Recorrer su filmografía, la impresionante nómina de títulos que ha
posibilitado, provoca estremecimientos de placer ante tanto talento como supo
reunir cerca, alimentando el suyo con el de los mejores colaboradores, tantas
costuras rotas, tantas barreras superadas, tantas emociones regaladas, tantos
estereotipos abatidos, tanta verdad impresa en cada fotograma: películas
valientes, vanguardistas por su osadía, por su dedo en la llaga, por su llamada
de atención, rompedoras por su puñetazo en plena boca del estómago, por su
realismo, por gritar lo que muchos callaban, por dar voz a los que algunos
quieren tener siempre callados. En nuestros libros (Finales de cine y Madres de
película) no faltan algunos de sus títulos porque en nuestra memoria viva
de espectadores (esa que jamás se cansa de revisar determinadas cintas) siempre
aparece “una de Querejeta” para reconciliarnos con el buen cine; se me
permitirá por tanto la autocita para glosar un poco la figura de este gran
señor al que acabamos de perder, aunque su arte (como ocurre con los grandes)

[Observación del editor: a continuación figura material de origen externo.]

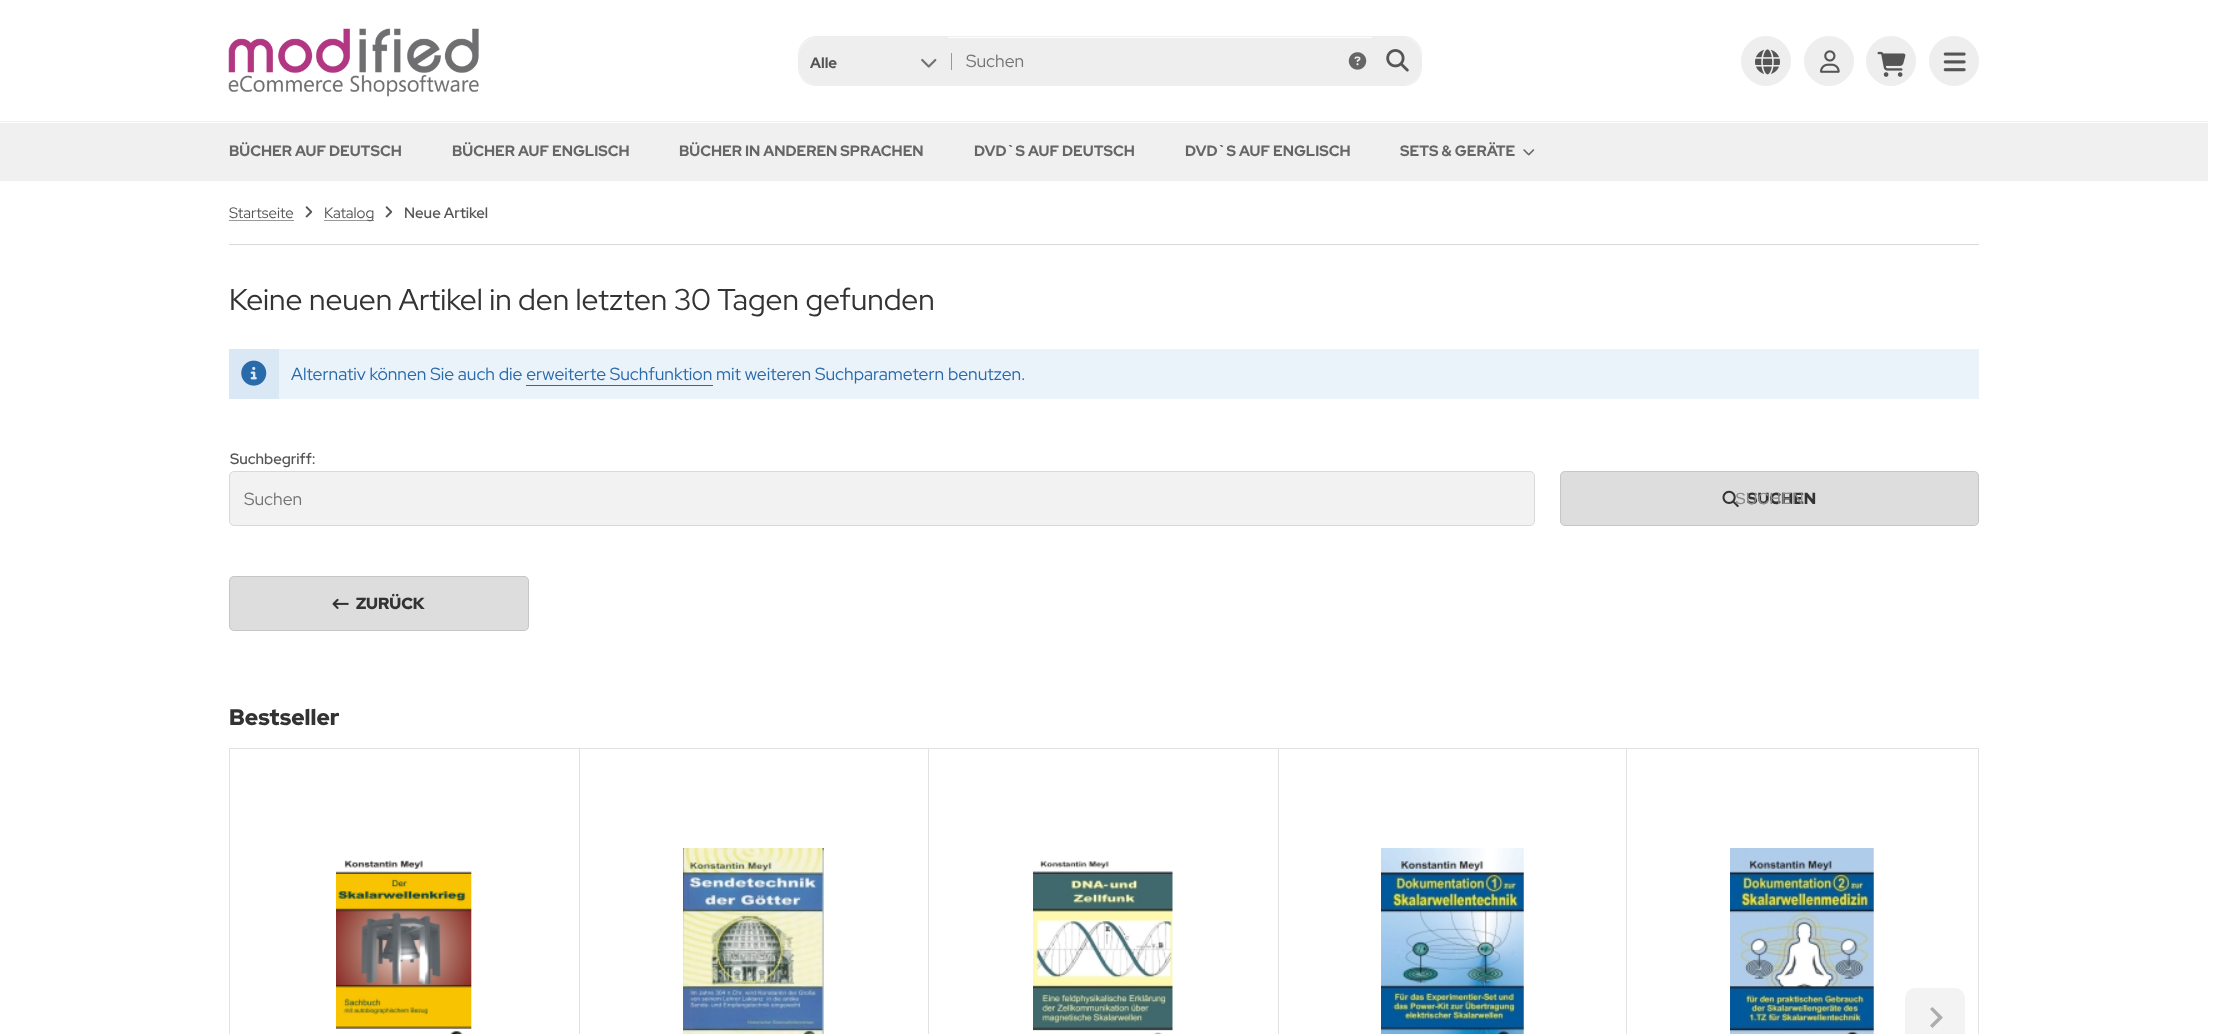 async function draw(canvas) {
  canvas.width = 2219
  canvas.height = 1034
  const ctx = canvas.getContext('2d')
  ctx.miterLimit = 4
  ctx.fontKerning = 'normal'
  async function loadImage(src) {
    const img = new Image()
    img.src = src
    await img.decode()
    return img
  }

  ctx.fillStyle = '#fff'
  ctx.fillRect(0, 0, 2219, 1034)
  ctx.drawImage(await loadImage('image0.png'), 228, 28, 251, 69)
  ctx.fillStyle = '#eee'
  ctx.beginPath()
  ctx.roundRect(799, 38, 149, 47, [18, 0, 0, 18])
  ctx.fill()
  ctx.beginPath()
  ctx.moveTo(816, 36)
  ctx.lineTo(948, 36)
  ctx.lineTo(948, 86)
  ctx.lineTo(816, 86)
  ctx.bezierCurveTo(806, 86, 798, 78, 798, 68)
  ctx.lineTo(798, 55)
  ctx.bezierCurveTo(798, 45, 806, 36, 816, 36)
  ctx.closePath()
  ctx.moveTo(816, 38)
  ctx.lineTo(948, 38)
  ctx.lineTo(948, 85)
  ctx.lineTo(816, 85)
  ctx.bezierCurveTo(807, 85, 799, 77, 799, 68)
  ctx.lineTo(799, 55)
  ctx.bezierCurveTo(799, 45, 807, 38, 816, 38)
  ctx.closePath()
  ctx.fill('evenodd')
  ctx.font = 'bold 15px Red Hat Display'
  ctx.fillStyle = '#555'
  ctx.fillText('Alle', 810, 68)
  ctx.drawImage(await loadImage('image1.png'), 921, 58, 16, 10)
  ctx.fillStyle = '#eee'
  ctx.fillRect(948, 38, 425, 48)
  ctx.fillStyle = '#999'
  ctx.fillRect(951, 53, 1, 17)
  ctx.fillStyle = '#eee'
  ctx.fillRect(948, 36, 425, 1)
  ctx.font = '17.5px Red Hat Display'
  ctx.fillStyle = '#757575'
  ctx.fillText('Suchen', 966, 67)
  ctx.drawImage(await loadImage('image2.png'), 1348, 52, 19, 18)
  ctx.fillStyle = '#eee'
  ctx.beginPath()
  ctx.roundRect(1373, 38, 48, 47, [0, 18, 18, 0])
  ctx.fill()
  ctx.beginPath()
  ctx.moveTo(1372, 36)
  ctx.lineTo(1404, 36)
  ctx.bezierCurveTo(1414, 36, 1422, 45, 1422, 55)
  ctx.lineTo(1422, 68)
  ctx.bezierCurveTo(1422, 78, 1414, 86, 1404, 86)
  ctx.lineTo(1372, 86)
  ctx.closePath()
  ctx.moveTo(1372, 38)
  ctx.lineTo(1404, 38)
  ctx.bezierCurveTo(1413, 38, 1421, 45, 1421, 55)
  ctx.lineTo(1421, 68)
  ctx.bezierCurveTo(1421, 77, 1413, 85, 1404, 85)
  ctx.lineTo(1372, 85)
  ctx.closePath()
  ctx.fill('evenodd')
  ctx.drawImage(await loadImage('image3.png'), 1386, 49, 23, 23)
  ctx.beginPath()
  ctx.arc(1766, 61, 24.5, 0, 2 * Math.PI)
  ctx.fill()
  ctx.strokeStyle = '#eee'
  ctx.stroke()
  ctx.drawImage(await loadImage('image4.png'), 1755, 49, 25, 26)
  ctx.beginPath()
  ctx.arc(1829, 61, 24.5, 0, 2 * Math.PI)
  ctx.fill()
  ctx.stroke()
  ctx.drawImage(await loadImage('image5.png'), 1820, 50, 20, 23)
  ctx.beginPath()
  ctx.arc(1891, 61, 24.5, 0, 2 * Math.PI)
  ctx.fill()
  ctx.stroke()
  ctx.drawImage(await loadImage('image6.png'), 1877, 51, 29, 26)
  ctx.beginPath()
  ctx.arc(1954, 61, 24.5, 0, 2 * Math.PI)
  ctx.fill()
  ctx.stroke()
  ctx.drawImage(await loadImage('image7.png'), 1943, 52, 23, 20)
  ctx.fillStyle = '#f0f0f0'
  ctx.fillRect(0, 123, 2208, 58)
  ctx.fillRect(0, 121, 2208, 1)
  ctx.font = 'bold 15px Red Hat Display'
  ctx.fillStyle = '#666'
  ctx.fillText('BÜCHER AUF DEUTSCH', 229, 156)
  ctx.fillText('BÜCHER AUF ENGLISCH', 452, 156)
  ctx.fillText('BÜCHER IN ANDEREN SPRACHEN', 679, 156)
  ctx.fillText('DVD`S AUF DEUTSCH', 974, 156)
  ctx.fillText('DVD`S AUF ENGLISCH', 1185, 156)
  ctx.fillText('SETS & GERÄTE', 1400, 156)
  ctx.drawImage(await loadImage('image8.png'), 1523, 149, 12, 7)
  ctx.fillStyle = '#d9d9d9'
  ctx.fillRect(229, 244, 1750, 1)
  ctx.fillStyle = '#999'
  ctx.fillRect(229, 220, 65, 1)
  ctx.font = '15px Red Hat Display'
  ctx.fillStyle = '#555'
  ctx.fillText('Startseite', 229, 218)
  ctx.drawImage(await loadImage('image9.png'), 305, 206, 8, 12)
  ctx.fillStyle = '#999'
  ctx.fillRect(324, 220, 50, 1)
  ctx.fillStyle = '#555'
  ctx.fillText('Katalog', 324, 218)
  ctx.drawImage(await loadImage('image9.png'), 385, 206, 8, 12)
  ctx.font = '600 15px Red Hat Display'
  ctx.fillText('Neue Artikel', 404, 218)
  ctx.font = '30px Red Hat Display'
  ctx.fillStyle = '#333'
  ctx.fillText('Keine neuen Artikel in den letzten 30 Tagen gefunden', 229, 310)
  ctx.fillStyle = '#eaf2fa'
  ctx.fillRect(279, 349, 1700, 50)
  ctx.fillStyle = '#dae8f5'
  ctx.fillRect(229, 349, 50, 50)
  ctx.drawImage(await loadImage('image10.png'), 241, 360, 26, 26)
  ctx.font = '17.5px Red Hat Display'
  ctx.fillStyle = '#296aab'
  ctx.fillText('Alternativ können Sie auch die erweiterte Suchfunktion mit weiteren Suchparametern benutzen.', 291, 380)
  ctx.fillRect(526, 385, 187, 1)
  ctx.font = '600 15px Red Hat Display'
  ctx.fillStyle = '#555'
  ctx.fillText('Suchbegriff:', 230, 464)
  ctx.fillStyle = '#f2f2f2'
  ctx.beginPath()
  ctx.roundRect(229.5, 471.5, 1305, 54, 4.5)
  ctx.fill()
  ctx.strokeStyle = '#d9d9d9'
  ctx.stroke()
  ctx.font = '17.5px Red Hat Display'
  ctx.fillStyle = '#757575'
  ctx.fillText('Suchen', 244, 505)
  ctx.fillStyle = '#ddd'
  ctx.beginPath()
  ctx.roundRect(1560, 471, 419, 55, 5)
  ctx.fill()
  ctx.beginPath()
  ctx.roundRect(1560.5, 471.5, 418, 54, 4.5)
  ctx.strokeStyle = '#0000001a'
  ctx.stroke()
  ctx.drawImage(await loadImage('image11.png'), 1722, 490, 17, 17)
  ctx.font = '900 16.25px Red Hat Display'
  ctx.fillStyle = '#333'
  ctx.fillText('SUCHEN', 1747, 504)
  ctx.font = '16.25px Liberation Sans'
  ctx.fillStyle = '#8a8a8a'
  ctx.fillText('SUCHEN', 1735, 504)
  ctx.fillStyle = '#ddd'
  ctx.beginPath()
  ctx.roundRect(229, 576, 300, 55, 5)
  ctx.fill()
  ctx.beginPath()
  ctx.roundRect(229.5, 576.5, 299, 54, 4.5)
  ctx.stroke()
  ctx.drawImage(await loadImage('image12.png'), 332, 598, 17, 11)
  ctx.font = '900 16.25px Red Hat Display'
  ctx.fillStyle = '#333'
  ctx.fillText('ZURÜCK', 356, 609)
  ctx.font = '900 22.5px Red Hat Display'
  ctx.fillText('Bestseller', 229, 725)
  ctx.strokeStyle = '#e1e1e1'
  ctx.strokeRect(229.5, 748.5, 1749, 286)
  ctx.fillStyle = '#e1e1e1'
  ctx.fillRect(579, 749, 1, 285)
  ctx.drawImage(await loadImage('image13.png'), 336, 860, 136, 174)
  ctx.fillRect(928, 749, 1, 285)
  ctx.drawImage(await loadImage('image14.png'), 683, 848, 141, 186)
  ctx.fillRect(1278, 749, 1, 285)
  ctx.drawImage(await loadImage('image15.png'), 1033, 860, 140, 174)
  ctx.fillRect(1626, 749, 1, 285)
  ctx.drawImage(await loadImage('image16.png'), 1381, 848, 143, 186)
  ctx.drawImage(await loadImage('image17.png'), 1730, 848, 144, 186)
  ctx.fillStyle = '#f3f3f3'
  ctx.beginPath()
  ctx.roundRect(1905, 988, 60, 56, 10)
  ctx.fill()
  ctx.fillStyle = '#adadad'
  ctx.beginPath()
  ctx.moveTo(1932.5, 1007)
  ctx.lineTo(1930, 1009)
  ctx.lineTo(1938, 1017.5)
  ctx.lineTo(1930, 1025.5)
  ctx.lineTo(1932.5, 1028)
  ctx.lineTo(1943, 1017.5)
  ctx.closePath()
  ctx.fill()
}

draw(document.querySelector('canvas'))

no va a perder ni un ápice de vigencia; aunque, como decía, también en nuestro
último libro aparecen dos de sus filmes, he abierto las páginas de Finales de cine, ya que ahí hablamos más
del resultado global mientras que Madres
de película se centra más en el estudio de personajes, y, cronológicamente,
el viaje comienza en 1973 con una de las obras más maestras y absolutas de
cualquier filmografía: El espíritu de la
colmena.
“(…) Cuando Víctor Erice irrumpió en el cine español de inicios de los
setenta, lo imaginativo, lo sorpresivo, lo evocador, lo inspirador, llegaron
con él; aunque ya había debutado en la dirección al hacerse cargo de uno de los
episodios de Los desafíos (1969), fue
El espíritu de la colmena su
verdadera carta de presentación, el nacimiento de un universo muy personal que,
en realidad, habla de sentimientos y sensaciones que cualquiera conoce y puede
compartir: una ópera prima insólita por su sentido de la medida, su capacidad
de sugerencia, su sencillez expositiva, su aura mágica, su manera de hipnotizar
al que contempla, tratándole como inteligente, sin necesidad de darle todo
masticado y, precisamente por ello, permitiéndole que pueda comportarse como un
crío, intuyendo realidades, inventando certezas, redescubriendo miedos,
haciéndose preguntas, sacando sus propias conclusiones.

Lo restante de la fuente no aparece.